YOUR TASK:
Whenever a line in the data holds the string "AVENUE", copy that line.

Collected data entries:
________________

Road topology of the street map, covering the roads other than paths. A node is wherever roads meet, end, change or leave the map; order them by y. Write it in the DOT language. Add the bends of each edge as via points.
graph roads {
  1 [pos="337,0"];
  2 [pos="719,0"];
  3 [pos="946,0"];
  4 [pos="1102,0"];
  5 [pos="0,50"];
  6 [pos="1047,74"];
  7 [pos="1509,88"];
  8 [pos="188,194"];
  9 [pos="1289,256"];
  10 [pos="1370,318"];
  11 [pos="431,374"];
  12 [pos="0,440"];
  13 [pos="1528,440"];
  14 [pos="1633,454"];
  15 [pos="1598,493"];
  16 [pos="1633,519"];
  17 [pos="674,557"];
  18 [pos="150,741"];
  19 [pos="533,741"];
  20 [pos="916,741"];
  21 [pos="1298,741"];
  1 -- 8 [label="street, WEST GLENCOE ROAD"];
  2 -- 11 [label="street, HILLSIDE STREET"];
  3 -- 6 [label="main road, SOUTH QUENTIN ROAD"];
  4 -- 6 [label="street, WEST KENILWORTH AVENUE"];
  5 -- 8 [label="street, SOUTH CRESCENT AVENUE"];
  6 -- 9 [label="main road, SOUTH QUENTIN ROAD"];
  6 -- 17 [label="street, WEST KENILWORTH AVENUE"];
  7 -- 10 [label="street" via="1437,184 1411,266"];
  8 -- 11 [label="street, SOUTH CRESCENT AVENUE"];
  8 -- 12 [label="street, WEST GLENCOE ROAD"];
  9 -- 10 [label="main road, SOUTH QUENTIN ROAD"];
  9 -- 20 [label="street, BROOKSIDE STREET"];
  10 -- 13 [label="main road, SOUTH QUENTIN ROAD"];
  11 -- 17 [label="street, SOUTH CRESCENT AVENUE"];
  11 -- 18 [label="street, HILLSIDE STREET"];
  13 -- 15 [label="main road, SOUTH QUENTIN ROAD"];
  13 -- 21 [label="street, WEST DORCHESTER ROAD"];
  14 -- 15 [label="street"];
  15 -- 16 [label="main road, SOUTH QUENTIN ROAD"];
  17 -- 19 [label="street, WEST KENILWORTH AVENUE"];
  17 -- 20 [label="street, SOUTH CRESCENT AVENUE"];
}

________________

WRITTEN RESPONSE:
  4 -- 6 [label="street, WEST KENILWORTH AVENUE"];
  5 -- 8 [label="street, SOUTH CRESCENT AVENUE"];
  6 -- 17 [label="street, WEST KENILWORTH AVENUE"];
  8 -- 11 [label="street, SOUTH CRESCENT AVENUE"];
  11 -- 17 [label="street, SOUTH CRESCENT AVENUE"];
  17 -- 19 [label="street, WEST KENILWORTH AVENUE"];
  17 -- 20 [label="street, SOUTH CRESCENT AVENUE"];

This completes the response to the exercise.